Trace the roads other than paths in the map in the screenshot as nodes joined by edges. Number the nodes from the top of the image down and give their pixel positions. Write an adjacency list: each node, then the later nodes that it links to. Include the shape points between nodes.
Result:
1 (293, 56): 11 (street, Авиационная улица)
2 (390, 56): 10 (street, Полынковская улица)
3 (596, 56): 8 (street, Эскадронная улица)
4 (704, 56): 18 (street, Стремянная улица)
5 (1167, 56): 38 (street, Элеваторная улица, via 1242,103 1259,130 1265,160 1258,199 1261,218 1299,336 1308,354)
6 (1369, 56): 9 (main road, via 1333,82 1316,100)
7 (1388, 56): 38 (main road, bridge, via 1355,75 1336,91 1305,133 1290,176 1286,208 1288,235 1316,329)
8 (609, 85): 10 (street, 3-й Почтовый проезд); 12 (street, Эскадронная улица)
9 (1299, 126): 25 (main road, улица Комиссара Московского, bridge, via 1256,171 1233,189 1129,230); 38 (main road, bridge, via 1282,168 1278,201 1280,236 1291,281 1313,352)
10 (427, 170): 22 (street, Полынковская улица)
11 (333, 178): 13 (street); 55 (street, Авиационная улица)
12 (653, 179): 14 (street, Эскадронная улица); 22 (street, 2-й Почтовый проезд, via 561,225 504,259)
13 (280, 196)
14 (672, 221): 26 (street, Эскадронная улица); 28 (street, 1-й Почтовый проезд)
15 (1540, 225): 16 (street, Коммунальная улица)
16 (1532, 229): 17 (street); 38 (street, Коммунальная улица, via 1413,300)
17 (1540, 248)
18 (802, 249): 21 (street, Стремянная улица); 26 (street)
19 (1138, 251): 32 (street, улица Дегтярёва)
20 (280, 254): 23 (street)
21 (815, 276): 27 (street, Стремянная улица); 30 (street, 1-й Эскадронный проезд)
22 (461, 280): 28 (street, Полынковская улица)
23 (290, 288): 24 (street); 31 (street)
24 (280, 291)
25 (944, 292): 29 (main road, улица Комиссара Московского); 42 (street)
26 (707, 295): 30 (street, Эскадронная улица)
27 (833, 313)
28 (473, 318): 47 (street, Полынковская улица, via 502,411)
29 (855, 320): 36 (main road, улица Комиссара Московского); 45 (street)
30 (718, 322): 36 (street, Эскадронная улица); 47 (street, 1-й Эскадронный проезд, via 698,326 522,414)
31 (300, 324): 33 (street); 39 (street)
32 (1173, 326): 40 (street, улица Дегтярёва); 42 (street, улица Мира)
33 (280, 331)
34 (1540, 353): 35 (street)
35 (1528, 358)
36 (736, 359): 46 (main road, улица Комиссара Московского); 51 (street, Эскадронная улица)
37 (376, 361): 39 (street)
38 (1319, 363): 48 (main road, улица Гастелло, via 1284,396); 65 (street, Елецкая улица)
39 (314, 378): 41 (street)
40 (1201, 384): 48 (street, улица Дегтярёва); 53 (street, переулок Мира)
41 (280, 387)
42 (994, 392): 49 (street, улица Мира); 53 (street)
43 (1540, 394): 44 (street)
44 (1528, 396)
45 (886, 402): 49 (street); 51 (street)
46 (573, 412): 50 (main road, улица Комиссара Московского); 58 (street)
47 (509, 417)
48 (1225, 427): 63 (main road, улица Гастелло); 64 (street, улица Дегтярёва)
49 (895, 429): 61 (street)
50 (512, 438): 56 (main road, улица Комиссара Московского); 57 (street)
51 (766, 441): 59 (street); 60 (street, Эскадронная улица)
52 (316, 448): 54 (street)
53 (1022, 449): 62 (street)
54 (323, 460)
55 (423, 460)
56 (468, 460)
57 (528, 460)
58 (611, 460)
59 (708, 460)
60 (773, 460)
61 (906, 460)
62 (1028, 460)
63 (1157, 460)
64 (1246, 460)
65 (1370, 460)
══════════
» INSTRUCTIONS FOR THE TASK
Each of the lines above should be printed again precisely as it reads.

» RESPONSE FOR THIS EXERCISE
Trace the roads other than paths in the map in the screenshot as nodes joined by edges. Number the nodes from the top of the image down and give their pixel positions. Write an adjacency list: each node, then the later nodes that it links to. Include the shape points between nodes.
Result:
1 (293, 56): 11 (street, Авиационная улица)
2 (390, 56): 10 (street, Полынковская улица)
3 (596, 56): 8 (street, Эскадронная улица)
4 (704, 56): 18 (street, Стремянная улица)
5 (1167, 56): 38 (street, Элеваторная улица, via 1242,103 1259,130 1265,160 1258,199 1261,218 1299,336 1308,354)
6 (1369, 56): 9 (main road, via 1333,82 1316,100)
7 (1388, 56): 38 (main road, bridge, via 1355,75 1336,91 1305,133 1290,176 1286,208 1288,235 1316,329)
8 (609, 85): 10 (street, 3-й Почтовый проезд); 12 (street, Эскадронная улица)
9 (1299, 126): 25 (main road, улица Комиссара Московского, bridge, via 1256,171 1233,189 1129,230); 38 (main road, bridge, via 1282,168 1278,201 1280,236 1291,281 1313,352)
10 (427, 170): 22 (street, Полынковская улица)
11 (333, 178): 13 (street); 55 (street, Авиационная улица)
12 (653, 179): 14 (street, Эскадронная улица); 22 (street, 2-й Почтовый проезд, via 561,225 504,259)
13 (280, 196)
14 (672, 221): 26 (street, Эскадронная улица); 28 (street, 1-й Почтовый проезд)
15 (1540, 225): 16 (street, Коммунальная улица)
16 (1532, 229): 17 (street); 38 (street, Коммунальная улица, via 1413,300)
17 (1540, 248)
18 (802, 249): 21 (street, Стремянная улица); 26 (street)
19 (1138, 251): 32 (street, улица Дегтярёва)
20 (280, 254): 23 (street)
21 (815, 276): 27 (street, Стремянная улица); 30 (street, 1-й Эскадронный проезд)
22 (461, 280): 28 (street, Полынковская улица)
23 (290, 288): 24 (street); 31 (street)
24 (280, 291)
25 (944, 292): 29 (main road, улица Комиссара Московского); 42 (street)
26 (707, 295): 30 (street, Эскадронная улица)
27 (833, 313)
28 (473, 318): 47 (street, Полынковская улица, via 502,411)
29 (855, 320): 36 (main road, улица Комиссара Московского); 45 (street)
30 (718, 322): 36 (street, Эскадронная улица); 47 (street, 1-й Эскадронный проезд, via 698,326 522,414)
31 (300, 324): 33 (street); 39 (street)
32 (1173, 326): 40 (street, улица Дегтярёва); 42 (street, улица Мира)
33 (280, 331)
34 (1540, 353): 35 (street)
35 (1528, 358)
36 (736, 359): 46 (main road, улица Комиссара Московского); 51 (street, Эскадронная улица)
37 (376, 361): 39 (street)
38 (1319, 363): 48 (main road, улица Гастелло, via 1284,396); 65 (street, Елецкая улица)
39 (314, 378): 41 (street)
40 (1201, 384): 48 (street, улица Дегтярёва); 53 (street, переулок Мира)
41 (280, 387)
42 (994, 392): 49 (street, улица Мира); 53 (street)
43 (1540, 394): 44 (street)
44 (1528, 396)
45 (886, 402): 49 (street); 51 (street)
46 (573, 412): 50 (main road, улица Комиссара Московского); 58 (street)
47 (509, 417)
48 (1225, 427): 63 (main road, улица Гастелло); 64 (street, улица Дегтярёва)
49 (895, 429): 61 (street)
50 (512, 438): 56 (main road, улица Комиссара Московского); 57 (street)
51 (766, 441): 59 (street); 60 (street, Эскадронная улица)
52 (316, 448): 54 (street)
53 (1022, 449): 62 (street)
54 (323, 460)
55 (423, 460)
56 (468, 460)
57 (528, 460)
58 (611, 460)
59 (708, 460)
60 (773, 460)
61 (906, 460)
62 (1028, 460)
63 (1157, 460)
64 (1246, 460)
65 (1370, 460)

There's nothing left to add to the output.